A revolução tecnológica dos finais do século XX trouxe grandes vantagens para a astronomia. Telescópios cada vez maiores e melhor equipados mostravam-nos o Universo com um detalhe até então impossível. Em particular, o aparecimento de detectores electrónicos (CCD's, de "charge-coupled devices"), que vieram substituir as películas fotográficas no registo de imagens, trouxe grandes vantagens para a astronomia. Hoje em dia os CCD's estão vulgarizados nas máquinas fotográficas digitais. O facto de serem sensíveis a uma gama mais vasta de frequências, de serem detectores lineares1 e de fornecerem imagens em formato digital, prontas para serem analisadas por um computador, torna-os ideais para registar e estudar a luz que nos chega do Universo.


Jane Luu e Mango (à esquerda) e Dave Jewitt (à direita).
Dave Jewitt e Jane Luu, dois astrónomos da Universidade do Hawaii, aperceberam-se destes factos e, em 1987, um ano antes do artigo de Duncan, Quinn e Tremaine, decidiram voltar à caça da tal cintura de cometas de Kuiper. Jewitt e Luu usaram um telescópio situado no topo do vulcão Mauna Kea, a 4000 metros de altitude, que tinha sido recentemente equipado com um CCD. Pacientemente, noite após noite, procuraram nas imagens que iam obtendo um ponto luminoso cujo movimento indicasse tratar-se de um objecto trans-Neptuniano. Mas os anos passavam e Jewitt e Luu não viam nada. Seriam estes objectos uma espécie de gambozinos?

Em 1992, cinco anos depois de terem iniciado a busca, eles avistaram um pequeno objecto, com cerca de 200 km de diâmetro, que se movia numa órbita quase perfeitamente circular, ligeiramente mais distante do que a de Plutão.

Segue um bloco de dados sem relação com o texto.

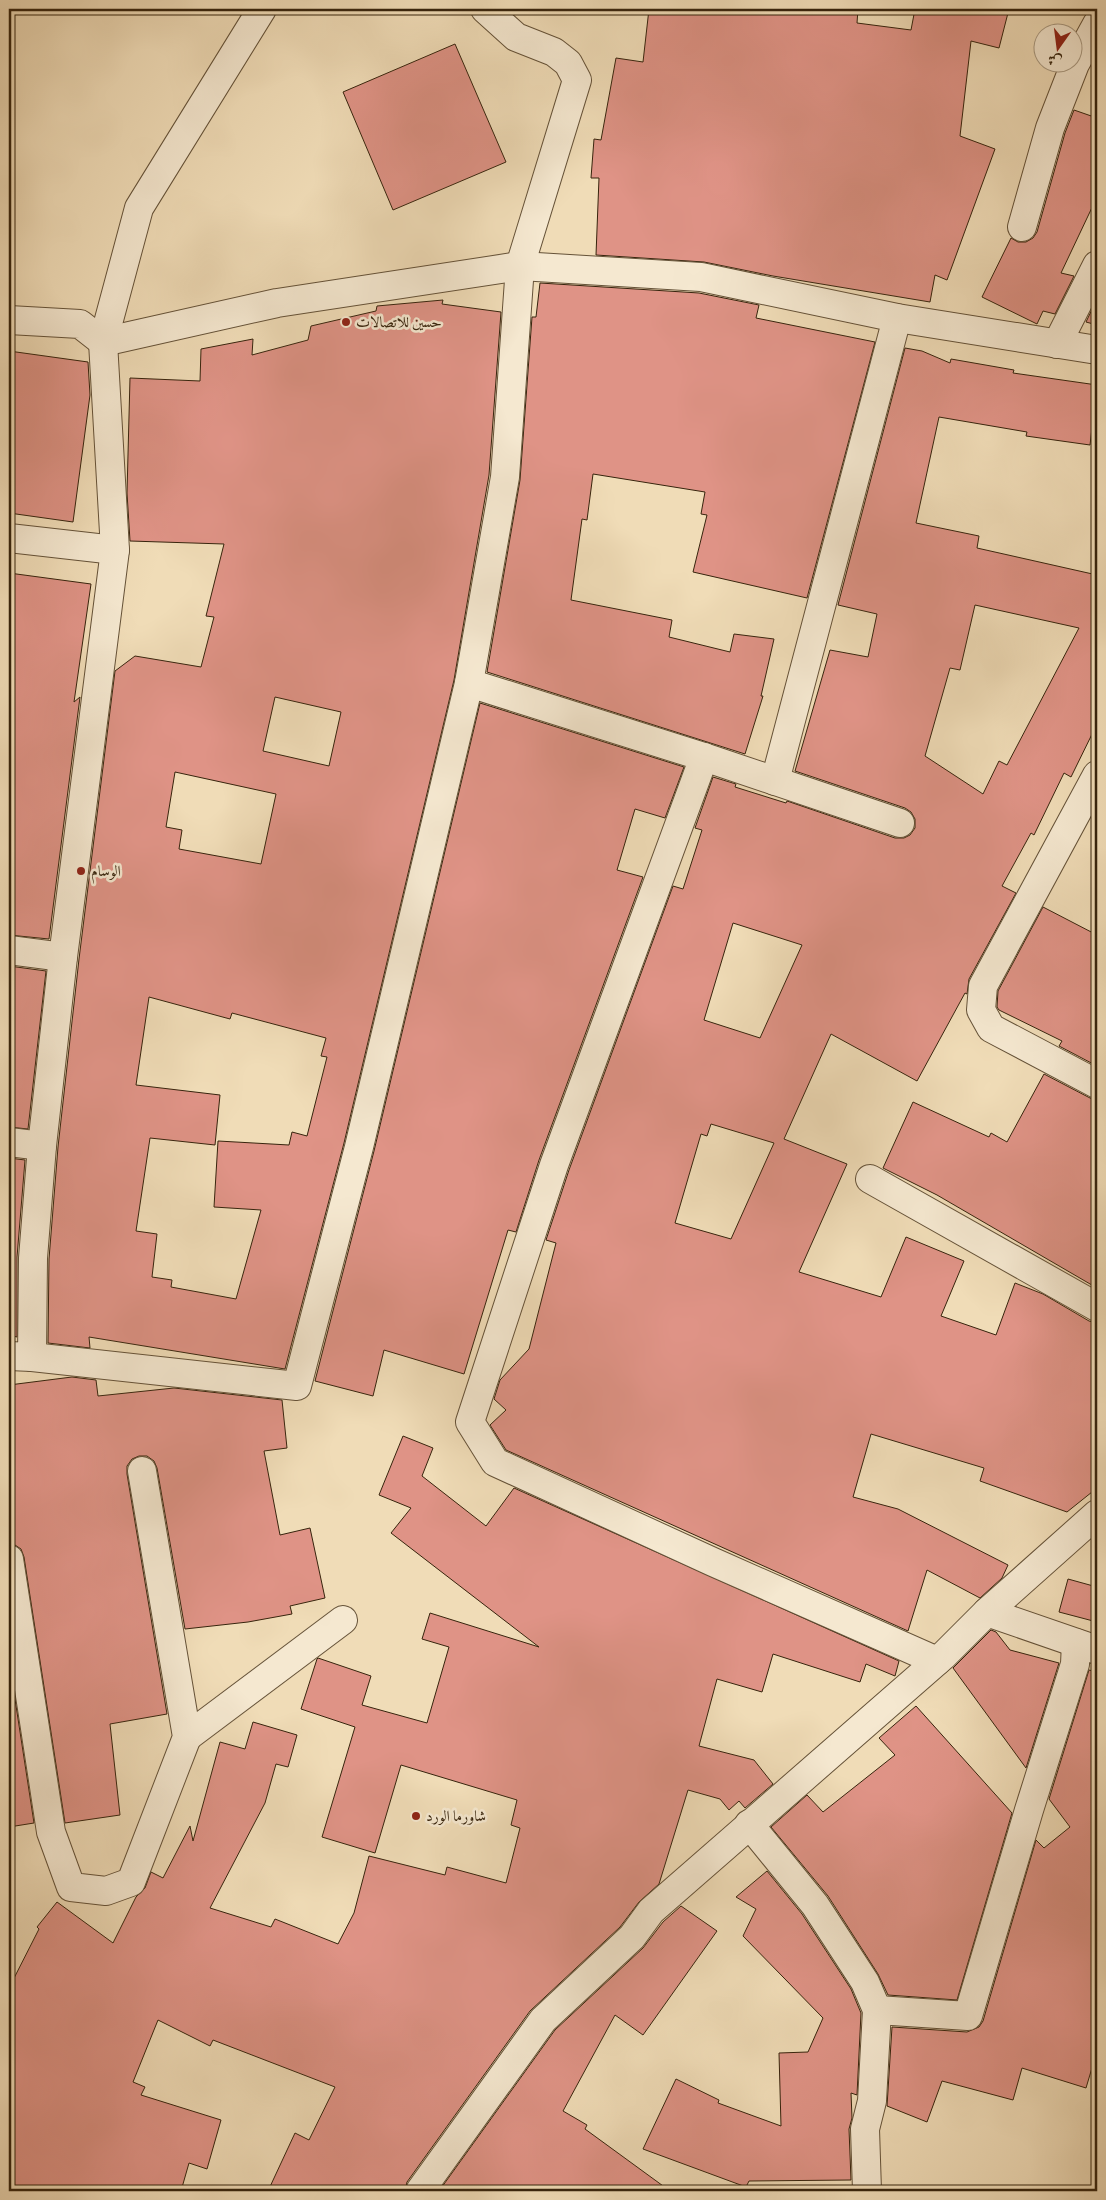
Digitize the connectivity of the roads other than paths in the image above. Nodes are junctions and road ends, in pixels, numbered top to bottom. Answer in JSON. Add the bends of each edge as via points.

Seis meses mais tarde encontraram outro objecto, numa órbita semelhante, do lado oposto do sistema solar. Esta segunda descoberta mostrou que a primeira não se tinha tratado de um acaso, e convenceu finalmente a comunidade científica que Kuiper tinha razão. Desde então quase mil "objectos de Kuiper" foram descobertos. Esta nova família de objectos trans-Neptunianos veio alterar o estatuto de Plutão na hierarquia do sistema solar. O estranho, pequeno, e gelado planeta pode, afinal, ser considerado o maior dos objectos de Kuiper, assim como Ceres é o maior dos asteróides.

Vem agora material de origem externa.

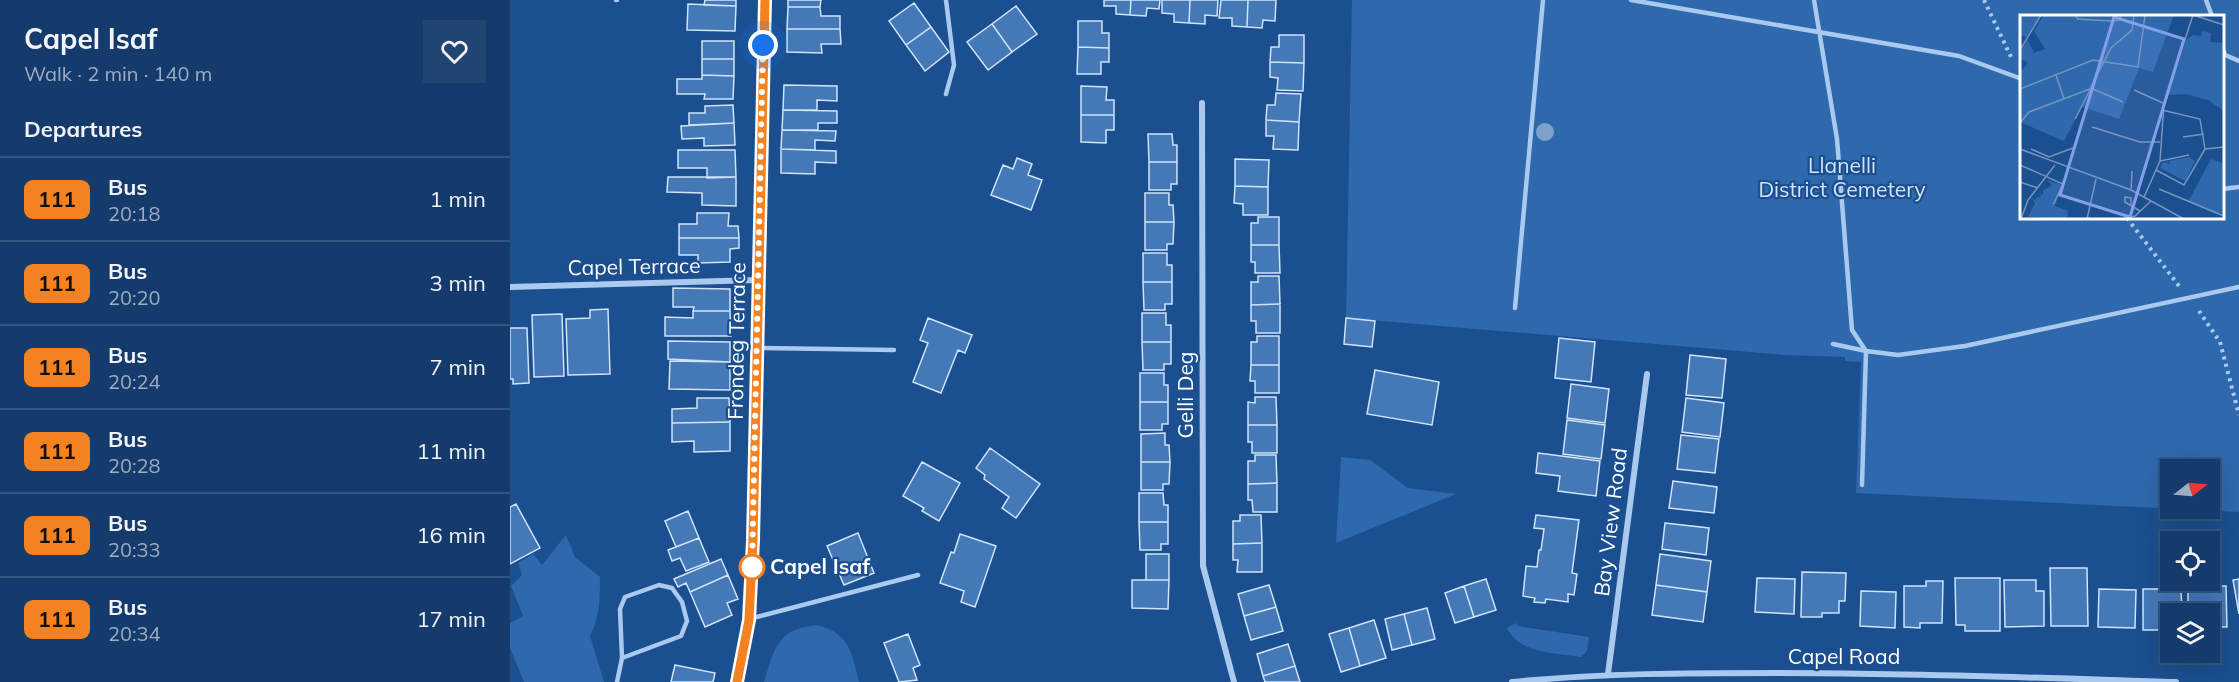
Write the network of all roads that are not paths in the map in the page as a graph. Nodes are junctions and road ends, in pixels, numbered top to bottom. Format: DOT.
graph roads {
  1 [pos="765,0"];
  2 [pos="946,0"];
  3 [pos="1543,0"];
  4 [pos="1631,0"];
  5 [pos="1814,0"];
  6 [pos="2206,0"];
  7 [pos="2212,15"];
  8 [pos="1818,33"];
  9 [pos="2224,49"];
  10 [pos="2239,61"];
  11 [pos="2020,79"];
  12 [pos="946,94"];
  13 [pos="1202,103"];
  14 [pos="2239,187"];
  15 [pos="2224,189"];
  16 [pos="758,280"];
  17 [pos="510,287"];
  18 [pos="2239,287"];
  19 [pos="1515,308"];
  20 [pos="1833,344"];
  21 [pos="757,348"];
  22 [pos="894,350"];
  23 [pos="1866,351"];
  24 [pos="1647,374"];
  25 [pos="1862,485"];
  26 [pos="918,575"];
  27 [pos="749,620"];
  28 [pos="622,658"];
  29 [pos="1608,674"];
  30 [pos="1543,680"];
  31 [pos="617,682"];
  32 [pos="737,682"];
  33 [pos="1234,682"];
  34 [pos="1512,682"];
  35 [pos="2176,682"];
  1 -- 16 [label="street, Frondeg Terrace"];
  2 -- 12 [label="lane"];
  3 -- 19 [label="lane"];
  4 -- 8 [label="lane"];
  5 -- 8 [label="lane"];
  6 -- 7 [label="lane"];
  8 -- 11 [label="lane"];
  8 -- 23 [label="lane"];
  9 -- 10 [label="lane"];
  13 -- 33 [label="street, Gelli Deg"];
  14 -- 15 [label="lane"];
  16 -- 17 [label="street, Capel Terrace"];
  16 -- 21 [label="street, Frondeg Terrace"];
  18 -- 23 [label="lane"];
  20 -- 23 [label="lane"];
  21 -- 22 [label="lane"];
  21 -- 27 [label="street, Frondeg Terrace"];
  23 -- 25 [label="lane"];
  24 -- 29 [label="street, Bay View Road"];
  26 -- 27 [label="lane"];
  27 -- 32 [label="street, Frondeg Terrace"];
  28 -- 28 [label="lane"];
  28 -- 31 [label="lane"];
  29 -- 30 [label="street, Capel Road"];
  29 -- 35 [label="street, Capel Road"];
  30 -- 34 [label="street, Capel Road"];
}
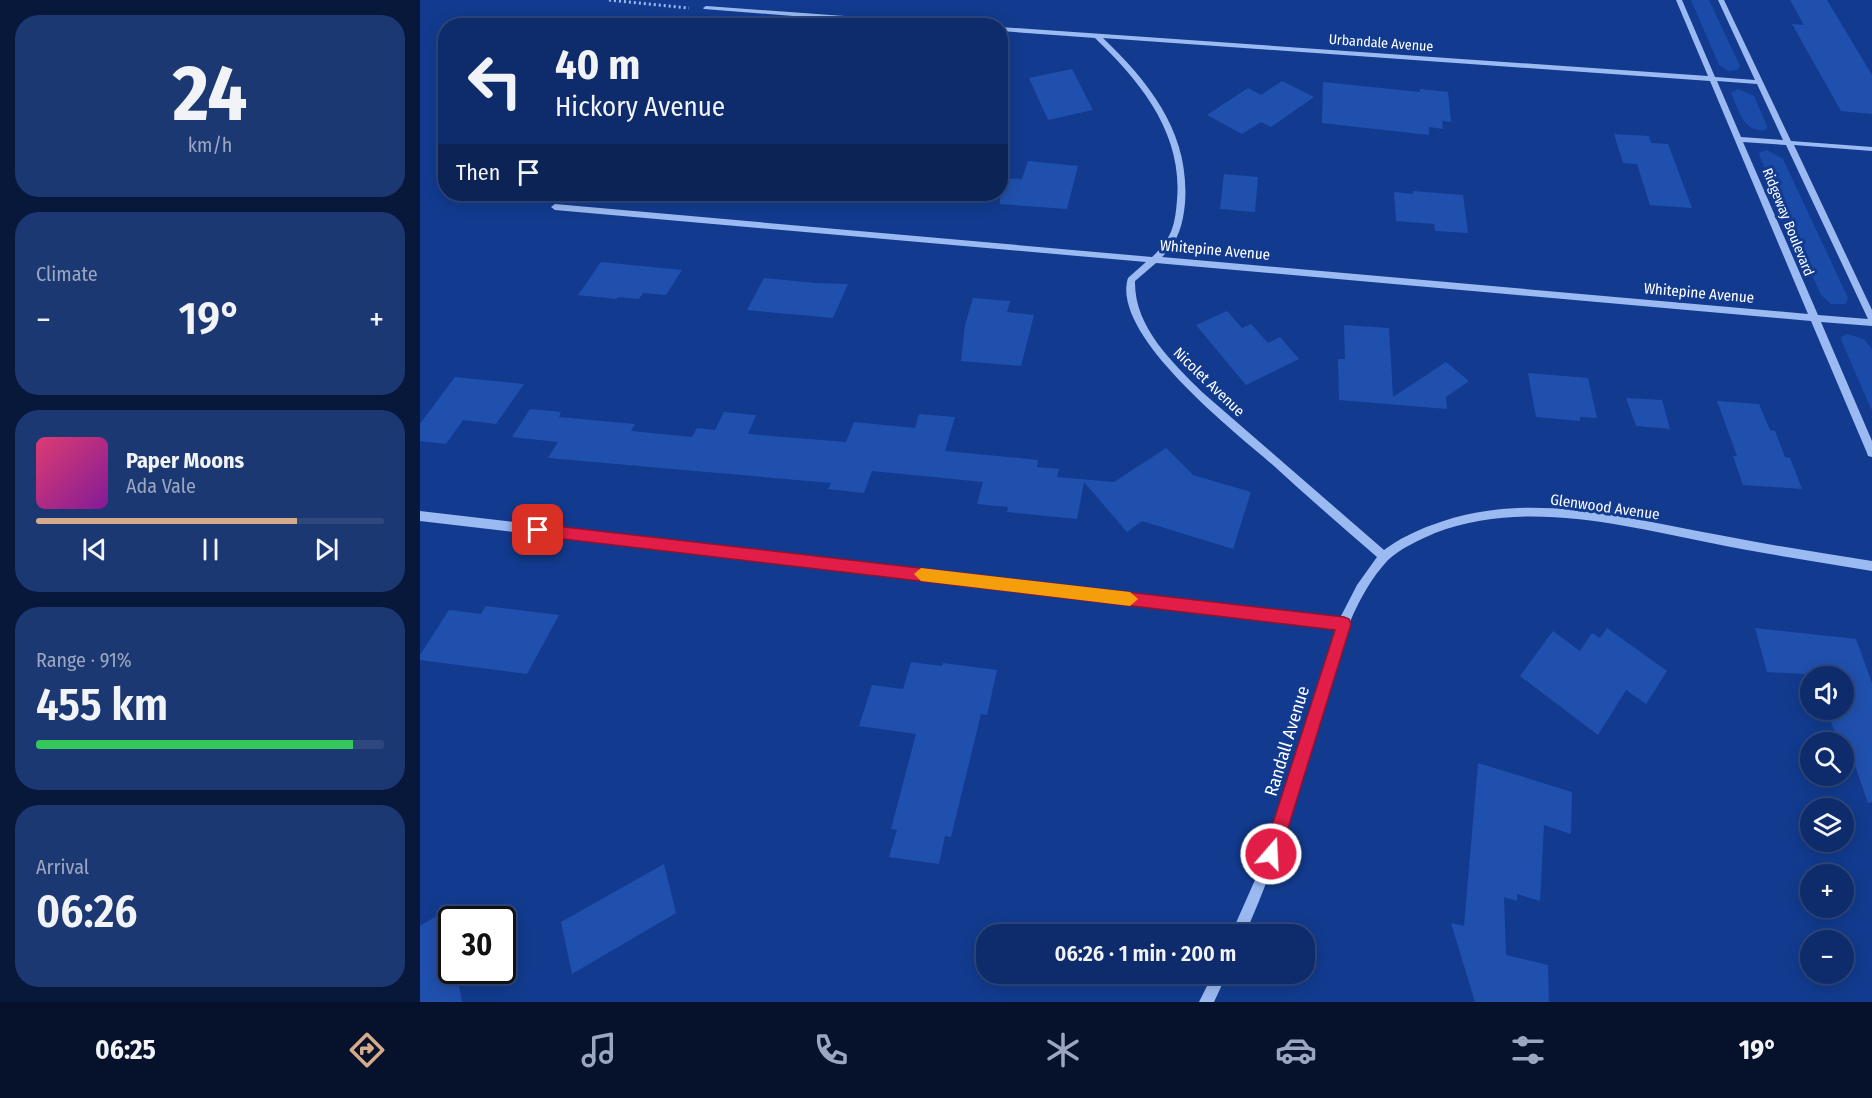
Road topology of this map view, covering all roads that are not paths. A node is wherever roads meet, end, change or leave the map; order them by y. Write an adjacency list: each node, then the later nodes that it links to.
1 (1679, 0): 7 (street, Ridgeway Boulevard)
2 (1721, 0): 8 (street)
3 (706, 8): 4 (street)
4 (844, 18)
5 (1008, 30): 6 (street, Urbandale Avenue)
6 (1097, 36): 7 (street, Urbandale Avenue); 13 (street, Nicolet Avenue)
7 (1713, 79): 8 (street, Urbandale Avenue); 9 (street, Ridgeway Boulevard)
8 (1761, 82): 10 (street)
9 (1739, 139): 10 (street); 14 (street, Ridgeway Boulevard)
10 (1789, 142): 11 (street); 15 (street)
11 (1872, 148)
12 (555, 207): 13 (street, Whitepine Avenue)
13 (1154, 258): 14 (street, Whitepine Avenue); 18 (street, Nicolet Avenue)
14 (1812, 317): 15 (street, Whitepine Avenue); 16 (street, Ridgeway Boulevard)
15 (1872, 321)
16 (1872, 453)
17 (420, 516): 20 (street)
18 (1384, 556): 19 (street, Glenwood Avenue); 20 (street, Glenwood Avenue)
19 (1872, 566)
20 (1344, 624): 21 (street, Randall Avenue)
21 (1243, 924)
22 (1215, 984): 23 (street)
23 (1206, 1002)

A descoberta da "cintura de Kuiper" entusiasmou a comunidade científica, e fez nascer uma nova área de investigação. Embora os objectos trans-Neptunianos pareçam ser a solução do problema da origem dos cometas, o que se sabe sobre eles é quase nada. Para que consigamos ver um destes objectos a partir da Terra, é necessário que a luz do Sol, sob a forma de minúsculas partículas chamadas fotões, viaje durante mais de cinco horas, seja reflectida pela superfície do objecto, e volte a viajar outro tanto de volta até nós. Não é que os fotões cheguem cá cansados. O problema é que chegam poucos --- a maior parte perde-se pelo caminho. Em astronomia, os fotões são os mensageiros de toda a informação que nos chega. Quanto mais fotões recebemos de um determinado objecto, mais informação podemos obter. É por chegarem poucos vindos dos objectos trans-Neptunianos que nós sabemos tão pouco acerca deles. Provavelmente, um dia teremos de mandar sondas, semelhantes às que vão a Marte, para aprendermos mais sobre estes pequenos mundos gelados.


1 Se chegarem, por exemplo, 100 fotões (partículas de luz), o CCD detecta 100 fotões, se chegarem mais 100, detecta mais 100, 200 no total, e assim por diante. As películas fotográficas são detectores logarítmicos, o que significa que à medida que chegam mais e mais fotões a película começa a saturar e a detectar menos - até pode detectar os 100 primeiros, mas dos segundos 100 só detectará talvez 80.